As it prepares to launch Kindle 2.0, it looks like they're making great strategic decisions to increase their dominance of the ebook marketplace:





Amazon.com Inc. is announcing a new version of its Kindle e-book reader on Monday. And, in a sign that the electronic book is gaining clout in the publishing world, Amazon is also expected to say it has acquired a new work by best-selling novelist Stephen King that will be available exclusively, at least for a time, on Kindle.

Many publishers have long feared that Amazon would persuade a major author to write for its Kindle on an exclusive basis. Although retailers such as Barnes & Noble Inc. have long published their own books, they have struggled to find distribution outside their own stores. But Amazon has already proven that it can sell as many Kindles as it can manufacture. Indeed, Amazon is working to overcome the supply problems that have plagued the device.

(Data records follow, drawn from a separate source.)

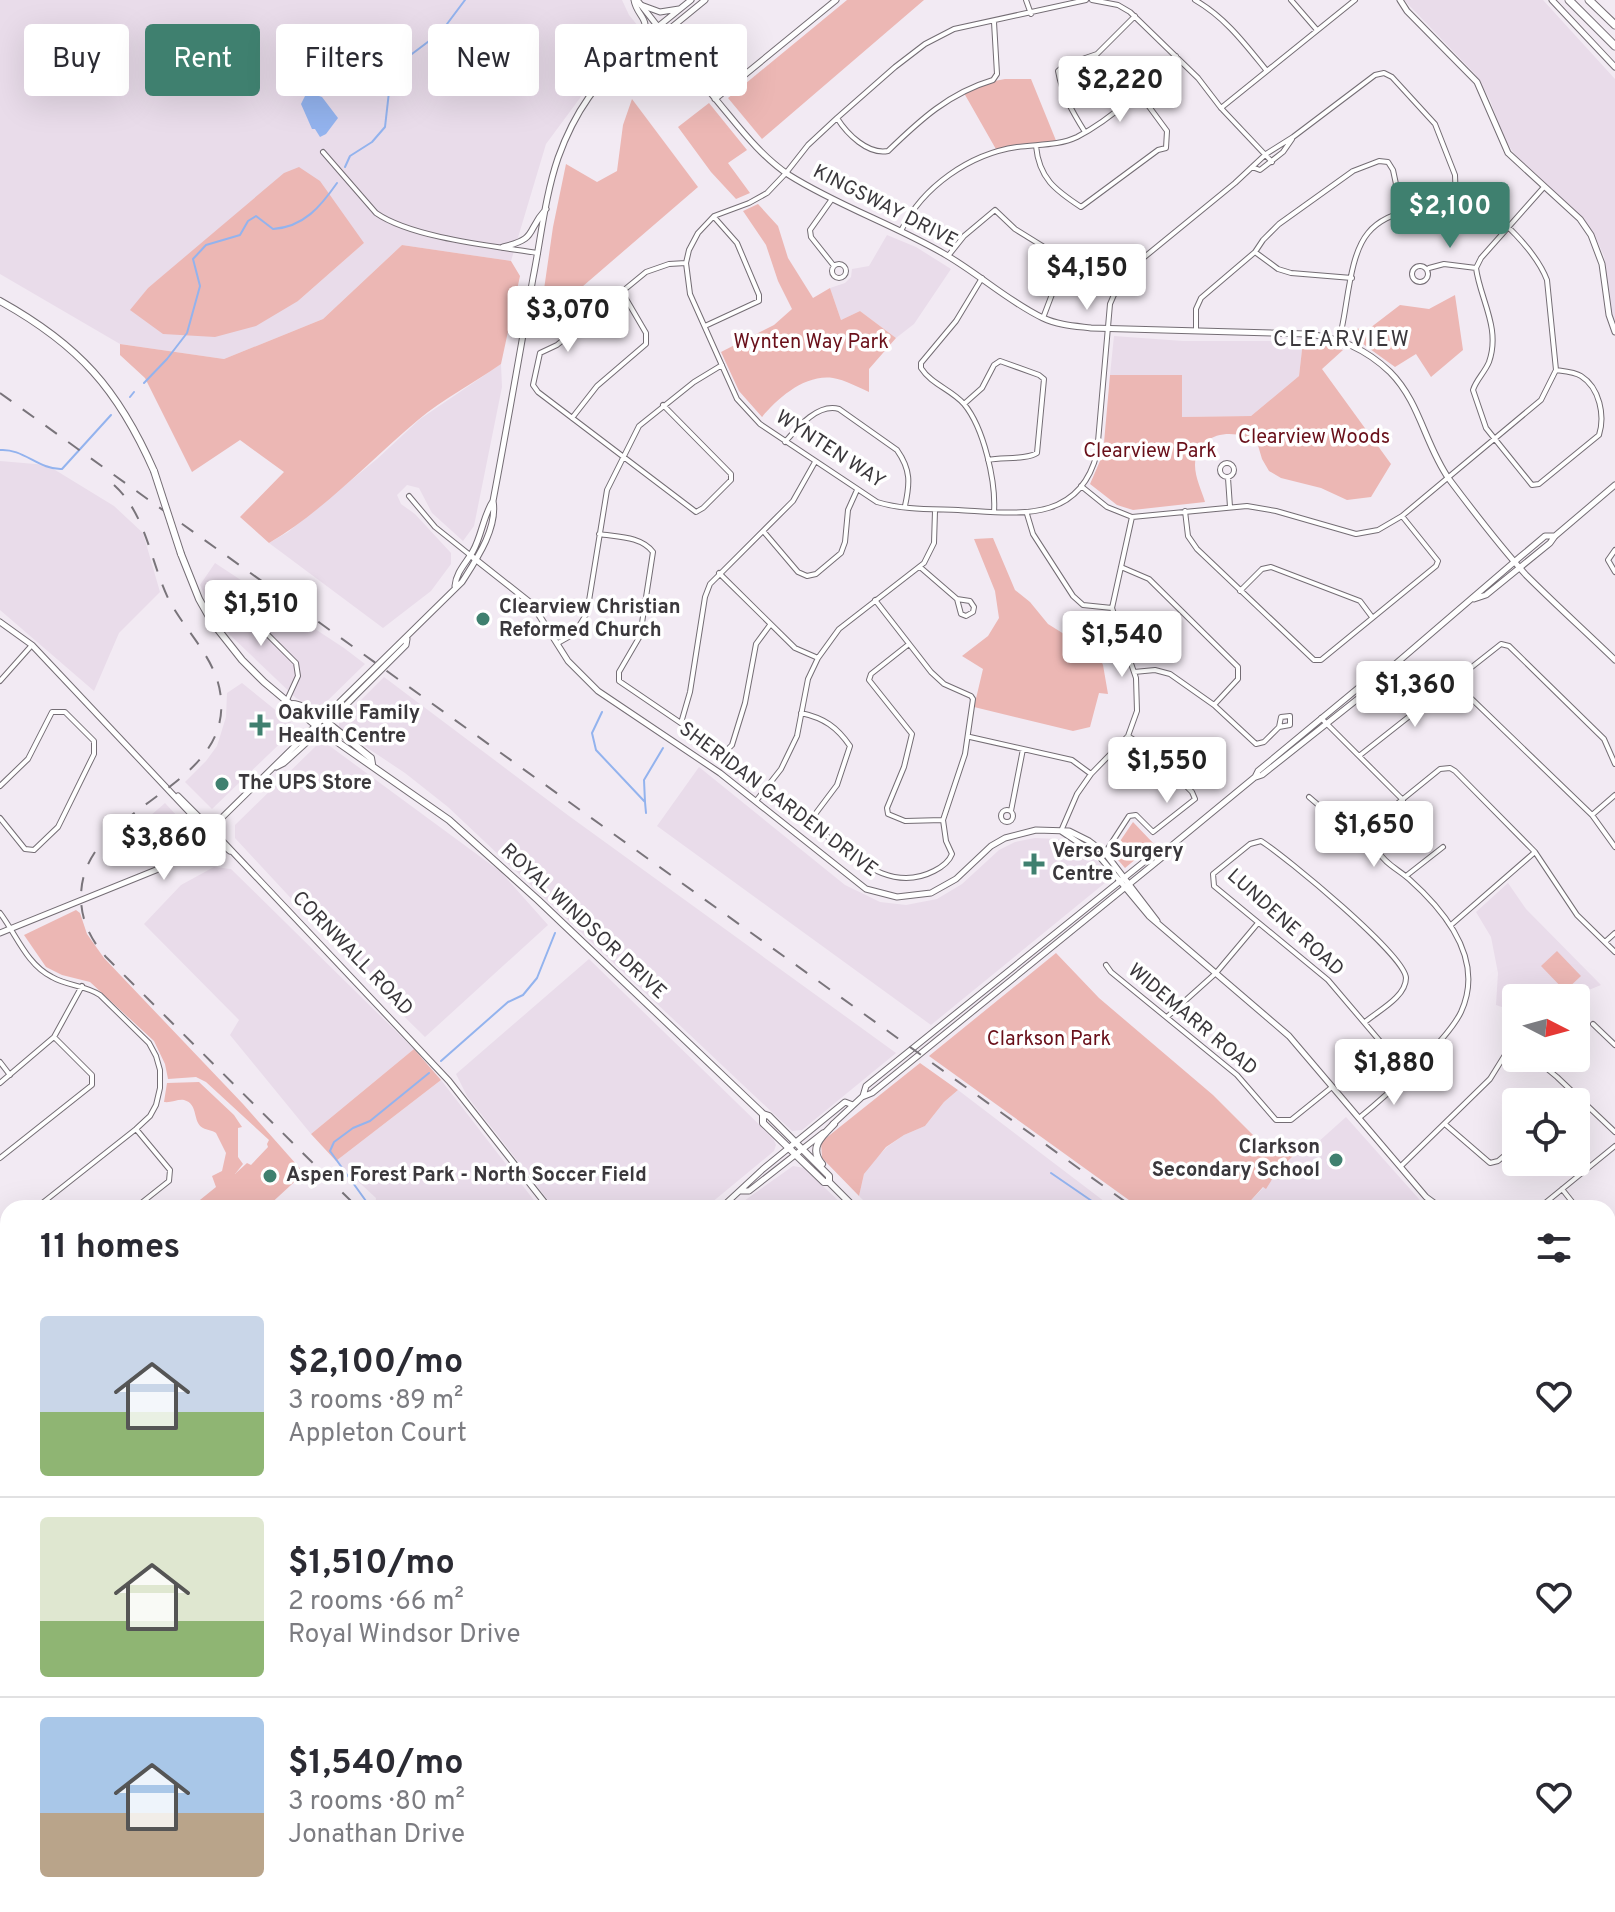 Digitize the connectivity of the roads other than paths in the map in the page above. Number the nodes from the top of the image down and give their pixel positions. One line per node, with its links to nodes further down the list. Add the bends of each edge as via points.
1 (691, 0): 15 (main road)
2 (705, 0): 22 (main road)
3 (836, 0): 32 (main road)
4 (1026, 0): 16 (street)
5 (1089, 0): 13 (street); 16 (street)
6 (1195, 0): 28 (street, via 1236,32)
7 (1291, 0): 24 (street)
8 (1355, 0): 24 (street)
9 (1400, 0): 43 (main road, via 1477,82 1507,152)
10 (1552, 0): 27 (main road)
11 (1569, 0): 25 (highway)
12 (1589, 0): 23 (highway)
13 (1107, 1): 17 (street)
14 (637, 2): 15 (main road, via 660,12); 19 (main road); 20 (main road, KINGSWAY DRIVE)
15 (680, 9): 21 (main road)
16 (1031, 14): 18 (street)
17 (1135, 16): 26 (street); 35 (street, via 1097,54 1058,71)
18 (994, 22): 34 (street, via 954,29 925,44); 34 (street, via 993,80 941,104 888,151 853,139)
19 (645, 24)
20 (655, 24)
21 (662, 24)
22 (675, 24)
23 (1615, 25)
24 (1317, 30): 28 (street)
25 (1615, 46)
26 (1176, 56): 29 (street); 33 (street)
27 (1615, 67)
28 (1267, 71): 33 (street)
29 (1139, 93): 35 (street); 37 (street, via 1167,131 1166,148 1081,207 1045,178)
30 (590, 96): 46 (main road, via 559,157)
31 (713, 96): 32 (main road, KINGSWAY DRIVE)
32 (715, 99): 42 (main road, KINGSWAY DRIVE)
33 (1221, 108): 39 (street)
34 (837, 118): 42 (street)
35 (1085, 132): 37 (street)
36 (1293, 137): 39 (street); 40 (street); 45 (street, via 1341,98 1384,73 1435,124 1455,175)
37 (1036, 145): 50 (street, via 997,151 963,167 928,191)
38 (323, 152): 51 (street, via 385,220 412,231)
39 (1266, 154): 40 (street); 41 (street)
40 (1272, 162): 41 (street, via 1260,170)
41 (1252, 167): 65 (street, via 1131,268 1110,304)
42 (786, 173): 44 (main road, KINGSWAY DRIVE); 48 (street, via 767,193)
43 (1544, 187): 49 (street); 67 (main road, via 1591,235)
44 (832, 199): 50 (main road, KINGSWAY DRIVE); 56 (street, via 810,230)
45 (1456, 201): 47 (street); 49 (street, via 1490,212)
46 (546, 208): 51 (main road, via 532,234); 53 (main road)
47 (1402, 212): 52 (street, via 1393,170 1388,162 1379,161 1340,179 1279,224); 60 (street, via 1369,232)
48 (714, 216): 55 (street, via 698,233); 64 (street, via 737,243 759,301)
49 (1507, 228): 58 (street); 70 (street, via 1534,253 1547,280)
50 (902, 229): 54 (main road, KINGSWAY DRIVE)
51 (503, 247): 53 (street)
52 (1255, 252): 60 (street, via 1291,273); 66 (street, via 1201,298)
53 (538, 253): 97 (main road, via 493,501)
54 (948, 256): 59 (main road, KINGSWAY DRIVE); 63 (street, via 995,210 1065,260)
55 (686, 263): 61 (street, via 656,267); 64 (street, WYNTEN WAY, via 690,294)
56 (834, 266)
57 (1429, 268): 57 (street, via 1425,280 1414,279 1415,268); 58 (street)
58 (1476, 268): 74 (street, via 1493,340 1488,364 1473,390)
59 (982, 278): 63 (main road, KINGSWAY DRIVE); 71 (street, via 921,363 924,372)
60 (1352, 278): 68 (street)
61 (622, 292): 73 (street, via 646,333 646,344 597,386); 73 (street, via 538,357 535,389)
62 (0, 301): 123 (main road, ROYAL WINDSOR DRIVE, bridge, via 73,351 106,386 133,425 154,471 199,599 225,641)
63 (1043, 318): 65 (main road, KINGSWAY DRIVE)
64 (705, 326): 69 (street, WYNTEN WAY)
65 (1108, 328): 66 (main road, KINGSWAY DRIVE); 82 (street, via 1097,453)
66 (1196, 331): 68 (main road, KINGSWAY DRIVE, via 1308,334)
67 (1615, 332)
68 (1339, 340): 80 (main road, KINGSWAY DRIVE, via 1367,353 1397,381)
69 (722, 365): 72 (street); 75 (street, WYNTEN WAY, via 737,399)
70 (1556, 370): 74 (street, via 1541,400); 74 (street, via 1581,375 1591,387 1600,402 1599,435 1532,485)
71 (964, 404): 77 (street); 77 (street, via 1000,361 1044,379 1037,453)
72 (663, 405): 76 (street, via 639,426); 76 (street, via 731,474 731,480 696,512)
73 (572, 418): 76 (street)
74 (1495, 440): 80 (street)
75 (785, 442): 78 (street, WYNTEN WAY); 85 (street, via 809,417 839,409 902,457 910,472)
76 (622, 458): 94 (street, via 607,490)
77 (988, 460): 89 (street)
78 (815, 462): 83 (street, WYNTEN WAY); 93 (street, via 793,501)
79 (1228, 477): 86 (street)
80 (1448, 477): 91 (street); 98 (main road, KINGSWAY DRIVE)
81 (1615, 485): 95 (main road)
82 (1081, 486): 90 (street, WYNTEN WAY, via 1055,506); 92 (street, via 1107,507)
83 (858, 489): 85 (street, WYNTEN WAY, via 877,502); 93 (street, via 848,510 841,553 816,574 798,572)
84 (409, 496): 97 (street, SHERIDAN GARDEN DRIVE, via 435,527)
85 (905, 507): 87 (street, WYNTEN WAY)
86 (1230, 507): 88 (street); 91 (street, via 1276,511 1356,534 1378,530)
87 (935, 509): 89 (street, WYNTEN WAY); 99 (street, via 934,543)
88 (1185, 511): 92 (street); 104 (street, via 1188,536)
89 (994, 512): 90 (street, WYNTEN WAY)
90 (1027, 514): 109 (street, via 1033,534 1073,596 1083,605)
91 (1402, 516): 110 (street, via 1438,561)
92 (1132, 517): 100 (street)
93 (764, 532): 103 (street)
94 (599, 534): 114 (street, via 587,613 574,634); 128 (street, via 634,539 653,552 640,636 618,678)
95 (1555, 536): 98 (main road, via 1545,536); 101 (main road)
96 (1615, 550): 102 (street, via 1608,560)
97 (473, 557): 113 (main road, via 462,582); 114 (main road, SHERIDAN GARDEN DRIVE, via 532,604)
98 (1515, 561): 101 (main road, KINGSWAY DRIVE); 107 (main road)
99 (920, 567): 106 (street); 108 (street)
100 (1121, 567): 109 (street); 124 (street, via 1149,579 1238,667 1238,679)
101 (1520, 567): 107 (main road, via 1486,595); 118 (main road, KINGSWAY DRIVE)
102 (1615, 572)
103 (719, 573): 112 (street); 128 (street, via 705,597)
104 (1240, 591): 110 (street, via 1271,567 1360,601); 110 (street, via 1314,660 1321,660)
105 (230, 597): 123 (street, via 296,663)
106 (957, 599): 106 (street, via 961,614 973,612 970,601)
107 (1473, 599): 120 (main road)
108 (875, 600): 115 (street); 117 (street, via 839,629)
109 (1112, 608): 119 (street)
110 (1372, 617)
111 (0, 622): 116 (main road, CORNWALL ROAD)
112 (770, 625): 117 (street, via 795,648); 128 (street, via 756,644 745,703 729,748 719,749)
113 (407, 638): 127 (main road); 130 (main road, via 406,645)
114 (558, 643): 144 (main road, SHERIDAN GARDEN DRIVE, via 598,691)
115 (909, 644): 133 (street, via 944,684 973,699); 148 (street, via 869,680 912,734 888,814 905,821)
116 (32, 645): 122 (street); 149 (main road, CORNWALL ROAD)
117 (818, 658): 125 (street)
118 (1615, 660)
119 (1134, 672): 124 (street, via 1165,672); 132 (street, via 1137,711)
120 (1378, 679): 126 (main road, via 1368,680); 129 (main road)
121 (1452, 680): 135 (street); 136 (street, via 1496,645 1509,646 1604,739); 146 (street)
122 (0, 681)
123 (290, 702): 127 (main road, ROYAL WINDSOR DRIVE)
124 (1214, 705): 131 (street, via 1256,744)
125 (801, 713): 144 (street, via 785,761); 148 (street, via 829,723 850,746 837,785 813,822 859,862 890,877 931,873 952,856)
126 (1321, 718): 129 (street); 139 (main road)
127 (317, 722): 130 (main road, ROYAL WINDSOR DRIVE); 137 (main road)
128 (681, 723)
129 (1327, 724): 135 (street); 139 (main road)
130 (324, 727): 137 (main road); 185 (main road, ROYAL WINDSOR DRIVE, via 367,764 449,820)
131 (1279, 727)
132 (1128, 736): 138 (street); 156 (street, via 1152,752 1195,799 1153,832 1136,815 1129,816)
133 (970, 737): 134 (street); 148 (street)
134 (1023, 749): 138 (street, via 1075,761); 145 (street)
135 (1359, 756): 143 (street)
136 (1615, 764)
137 (276, 767): 149 (main road)
138 (1091, 774): 150 (street)
139 (1255, 777): 152 (main road)
140 (0, 786): 147 (street, via 28,759 52,712 65,712 94,741 94,754 58,827 34,850 25,849)
141 (1615, 795): 146 (street)
142 (1309, 797): 151 (street, via 1352,834)
143 (1403, 800): 151 (street, via 1382,816); 155 (street, via 1440,769 1450,768)
144 (756, 801): 150 (main road, SHERIDAN GARDEN DRIVE, via 858,884 897,897 943,887 1005,838 1036,830)
145 (1011, 811)
146 (1592, 815): 154 (street)
147 (0, 818)
148 (943, 820)
149 (210, 831): 163 (main road, via 156,870); 203 (main road, CORNWALL ROAD, via 449,1081)
150 (1061, 831): 156 (main road, SHERIDAN GARDEN DRIVE, via 1080,836); 158 (main road)
151 (1374, 840): 157 (street, via 1382,858)
152 (1170, 847): 158 (main road); 159 (main road)
153 (1443, 847): 157 (street)
154 (1615, 847)
155 (1535, 852): 162 (street); 166 (street, via 1577,915)
156 (1105, 853): 158 (main road, SHERIDAN GARDEN DRIVE)
157 (1406, 876): 162 (street)
158 (1122, 879): 159 (main road); 183 (main road, via 866,1086)
159 (1127, 886): 169 (main road, via 1149,916); 183 (main road)
160 (0, 913): 163 (street)
161 (1258, 923): 169 (street); 172 (street, LUNDENE ROAD, via 1323,975); 172 (street, LUNDENE ROAD, via 1214,886 1211,877 1256,841 1371,932 1404,969 1401,993)
162 (1451, 925): 179 (street, via 1468,967 1465,997 1453,1025)
163 (10, 929): 164 (main road); 170 (street, via 51,977)
164 (0, 933)
165 (1615, 933): 166 (street)
166 (1605, 942): 167 (street)
167 (1615, 952)
168 (1106, 965): 171 (street, WIDEMARR ROAD)
169 (1216, 973): 171 (street); 182 (main road, via 1289,1036)
170 (82, 986): 174 (street); 189 (street, via 100,995 156,1056 160,1088 150,1116)
171 (1167, 1017): 182 (street, WIDEMARR ROAD, via 1237,1075 1276,1120 1291,1120)
172 (1365, 1022): 179 (street, LUNDENE ROAD)
173 (1593, 1024): 175 (street)
174 (54, 1037): 180 (street); 195 (street, via 92,1075 92,1085)
175 (1615, 1045)
176 (1502, 1060): 188 (street)
177 (0, 1062): 180 (street)
178 (1551, 1072): 190 (street)
179 (1407, 1073): 186 (street)
180 (10, 1075): 181 (street)
181 (0, 1083)
182 (1332, 1087): 186 (main road)
183 (862, 1097): 184 (main road)
184 (853, 1105): 187 (main road); 191 (main road, via 845,1102)
185 (763, 1114): 191 (main road, ROYAL WINDSOR DRIVE); 193 (main road, ROYAL WINDSOR DRIVE, via 763,1123)
186 (1359, 1118): 197 (main road)
187 (834, 1124): 194 (main road); 198 (main road, via 816,1145)
188 (1446, 1125): 196 (street, via 1490,1163); 197 (street)
189 (136, 1129): 201 (street); 202 (street, via 171,1176)
190 (1615, 1132)
191 (795, 1142): 193 (main road); 194 (main road, ROYAL WINDSOR DRIVE)
192 (1615, 1146): 199 (street)
193 (789, 1148): 194 (main road, ROYAL WINDSOR DRIVE); 200 (main road)
194 (799, 1152): 198 (main road, ROYAL WINDSOR DRIVE, via 824,1182); 200 (main road, via 749,1191)
195 (0, 1158)
196 (1502, 1158)
197 (1401, 1166): 206 (main road)
198 (828, 1178): 205 (main road, ROYAL WINDSOR DRIVE)
199 (1562, 1189): 207 (street); 208 (street)
200 (741, 1191): 204 (main road)
201 (46, 1200)
202 (145, 1200)
203 (543, 1200)
204 (730, 1200)
205 (848, 1200)
206 (1430, 1200)
207 (1549, 1200)
208 (1571, 1200)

A lot of people in top management must have been biting their fingernails trying to decide how many of the new units to produce.  The major problem with Kindle 1.0 turned out to be too much demand; Amazon kept running out of the units, even over the crucial Christmas season.  This is the kind of problem you want to have--but if Amazon wants to decisively win the ebook wars, it needs to have (duh!) a lot of readers.

On the other hand, the market for luxury gadgets, no matter how useful and money-saving in the long run (for its target market, anyway), is not exactly robust right now.  They don't want to have a glut of the things either.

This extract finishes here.